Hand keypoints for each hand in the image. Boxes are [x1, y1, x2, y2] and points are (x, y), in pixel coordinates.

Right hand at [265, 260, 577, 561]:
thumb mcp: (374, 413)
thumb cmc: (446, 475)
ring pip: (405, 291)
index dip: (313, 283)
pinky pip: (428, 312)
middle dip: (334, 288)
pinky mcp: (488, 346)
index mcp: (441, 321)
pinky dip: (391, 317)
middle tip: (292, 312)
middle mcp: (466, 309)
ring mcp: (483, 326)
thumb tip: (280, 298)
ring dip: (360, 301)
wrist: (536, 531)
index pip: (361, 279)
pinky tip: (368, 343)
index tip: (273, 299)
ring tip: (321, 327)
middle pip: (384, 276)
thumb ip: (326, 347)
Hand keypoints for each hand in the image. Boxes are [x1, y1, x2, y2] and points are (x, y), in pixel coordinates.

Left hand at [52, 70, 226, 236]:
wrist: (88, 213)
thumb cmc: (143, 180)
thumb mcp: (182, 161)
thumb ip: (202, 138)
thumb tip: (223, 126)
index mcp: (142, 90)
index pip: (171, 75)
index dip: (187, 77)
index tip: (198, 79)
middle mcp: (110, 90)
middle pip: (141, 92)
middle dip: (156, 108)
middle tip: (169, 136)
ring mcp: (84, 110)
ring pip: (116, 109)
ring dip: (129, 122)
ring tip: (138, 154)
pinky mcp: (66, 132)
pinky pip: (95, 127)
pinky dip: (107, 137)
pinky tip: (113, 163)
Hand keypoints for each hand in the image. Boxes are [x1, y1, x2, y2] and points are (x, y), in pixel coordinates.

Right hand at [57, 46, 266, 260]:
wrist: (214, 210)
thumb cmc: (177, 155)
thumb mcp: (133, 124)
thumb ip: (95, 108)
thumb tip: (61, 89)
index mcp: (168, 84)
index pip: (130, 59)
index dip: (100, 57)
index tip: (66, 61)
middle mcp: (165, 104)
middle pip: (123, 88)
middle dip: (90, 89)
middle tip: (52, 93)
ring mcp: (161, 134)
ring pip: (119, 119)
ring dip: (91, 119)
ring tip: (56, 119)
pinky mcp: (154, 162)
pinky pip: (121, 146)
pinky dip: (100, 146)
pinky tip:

____________________

### TASK TO CARRY OUT
Determine which lines above include the word "ring", and report those lines in full.

### EXERCISE SOLUTION
ring pip: (405, 291)
ring mcp: (483, 326)
ring dip: (360, 301)
ring tip: (321, 327)
ring mcp: (84, 110)
ring pip: (116, 109)
ring dip: (129, 122)
ring tip: (138, 154)
ring mcp: (161, 134)
ring pip: (119, 119)
ring dip: (91, 119)
ring tip: (56, 119)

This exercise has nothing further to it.